Zarathustra’s Prologue 5-10

Zarathustra’s Prologue: 5


The Ultimate Man is explained here, this is extremely valuable.

There are four questions the last man asks.

  • What is love?
  • What is creation?
  • What is longing?
  • What is a star?

And he blinks.

There is a great explanation by Joseph Campbell about the aspect of the Hindu deity Brahma, the creator god, and the Brahman, the Absolute Reality, that I am going to paraphrase here (Mythos Part 2 Episode Three I believe).
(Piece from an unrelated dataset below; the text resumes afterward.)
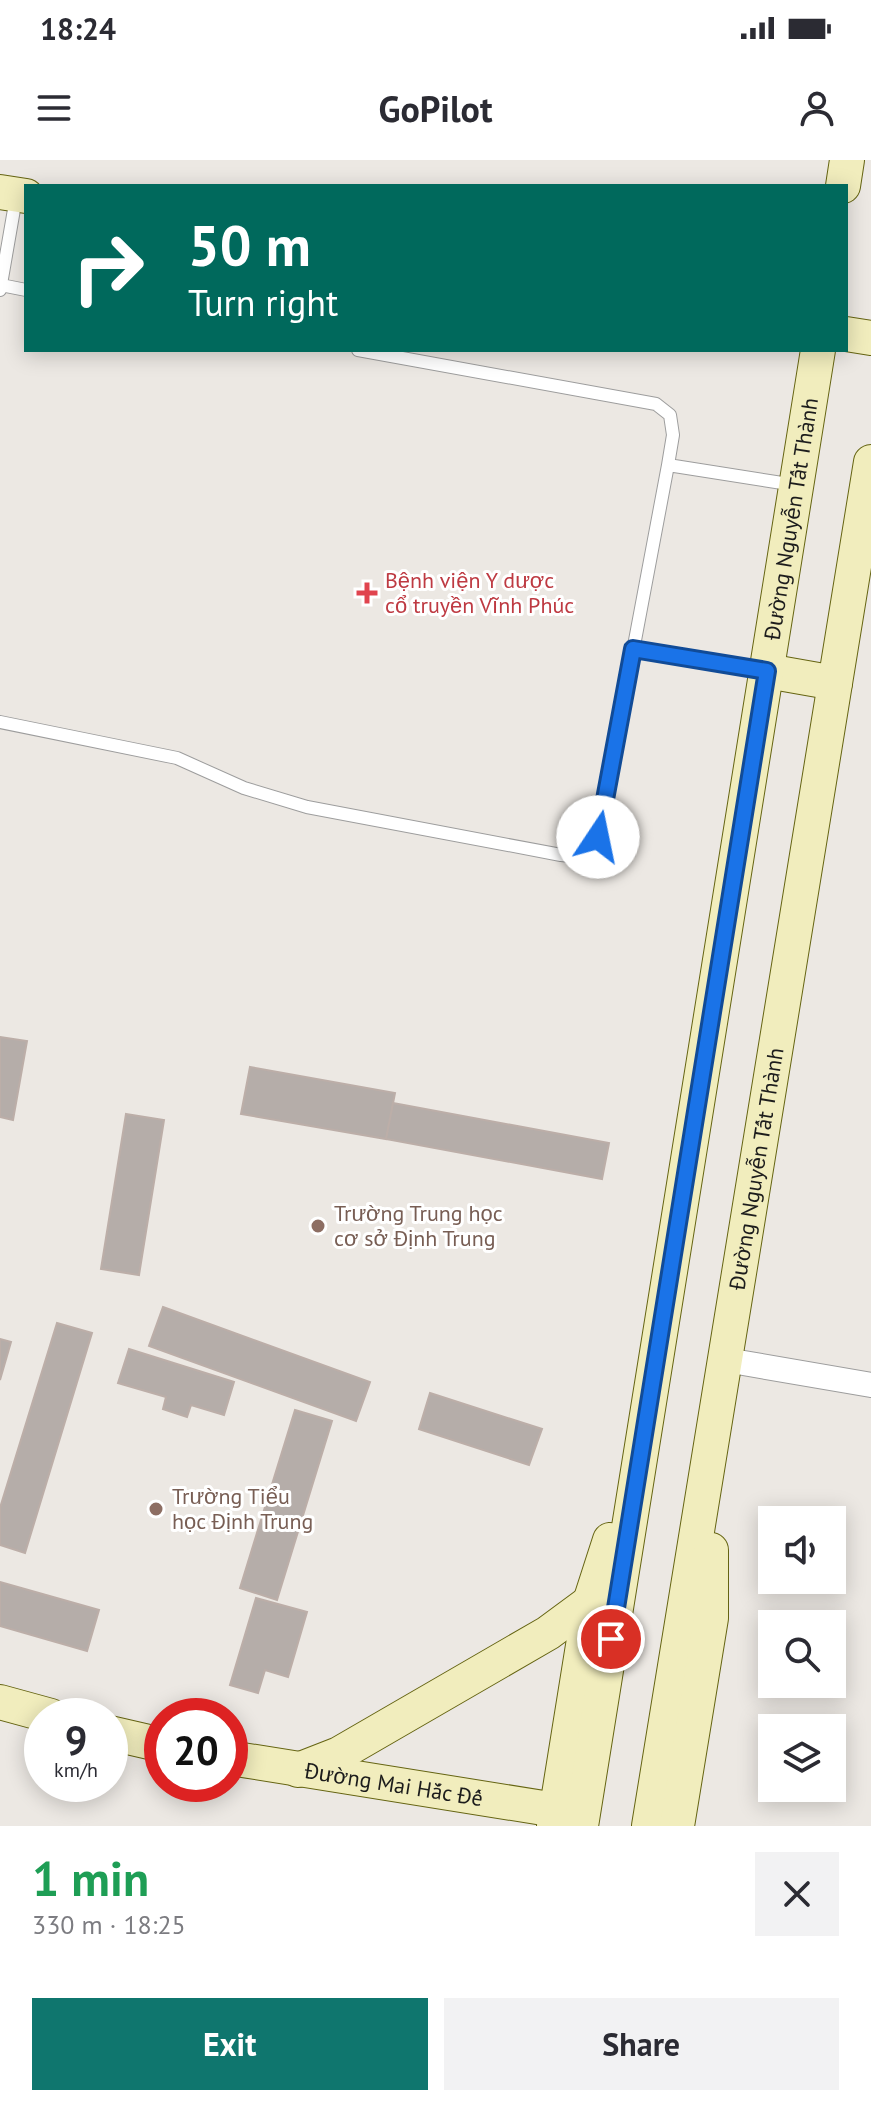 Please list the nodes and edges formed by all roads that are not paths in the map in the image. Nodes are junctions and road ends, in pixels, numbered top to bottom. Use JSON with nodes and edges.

Brahma sits on a lotus that is all of creation and he blinks.  This blinking is a symbol for the On and the Off, Open and Close, Creation and Destruction.  Considering Nietzsche’s broad understanding of Hinduism, I believe this is a reference to that.

Why does he make such references?  Self-empowerment, or The Will to Power.  Like Brahma blinks for the on and off of all of creation, so does the Ultimate Man, for himself and his creation.  He is the jewel in the lotus.  This is the central idea of Existentialism centered on a strong understanding of self-empowerment, not whimsical degradation that is an effect of stark nihilism.

“Formerly all the world was mad,’ say the most refined, and blinks.”

In this section, there is a common aphorism that I don’t think gets used with a full understanding of what it means when it is used out of context.  In context, or with understanding, it is grand.

“I say unto you:  you must still have chaos in oneself to give birth to a dancing star.  I say unto you:  you still have chaos in you.”

Part 6 and 7

Part six offers strong statements for atheism and existentialism which are very obvious.

The death of tightrope walker is caused by the jester which is likened to the devil, and in part seven Zarathustra says – “Humankind is uncanny and still without meaning:  a jester can become man’s fatality.”  The tightrope walker’s acceptance of his fate is valued by Zarathustra, and Nietzsche intended to give praise to those that risk their life and can relish in the fact that there is no afterlife and no devil.  Overcoming this fear of death and wish for an afterlife is a source of The Will to Power.  This will come again and again throughout the book.

Part 8

The jester warns Zarathustra of the people’s hatred of him, the danger of his teachings is more dangerous than the symbolic devil.  There are some interesting strings of ideas in this part.  The corpse as a roast, the tightrope walker as a dead dog, Zarathustra as a thief but not as good as the devil.

Zarathustra puts the corpse into the hollow tree.  Symbolically, he puts his first companion/disciple in the hollow of the World Tree, so that his corpse is sheltered in the hub of existence.  This is also an obvious break in tradition with burial or burning.

Part 9

As a truth-seeking philosopher, Nietzsche could not leave any stone unturned.  Consider.

“Behold believers of all faiths!  Whom do they hate most?  The one that breaks their table of values, the breaker, the lawbreaker; yet he is the creator.”

Part 10

Zarathustra’s animals come in search for him.  The point is made about how the serpent grips the eagle like a friend, not an enemy.  This is most relevant, not just because of Christianity, but all religions.  There is a common connection throughout human history and religion/myth that shows a shifting relationship between the snake and the eagle.   “And when my wisdom leaves me one day – alas, it loves to fly away — let my pride fly away with my folly.”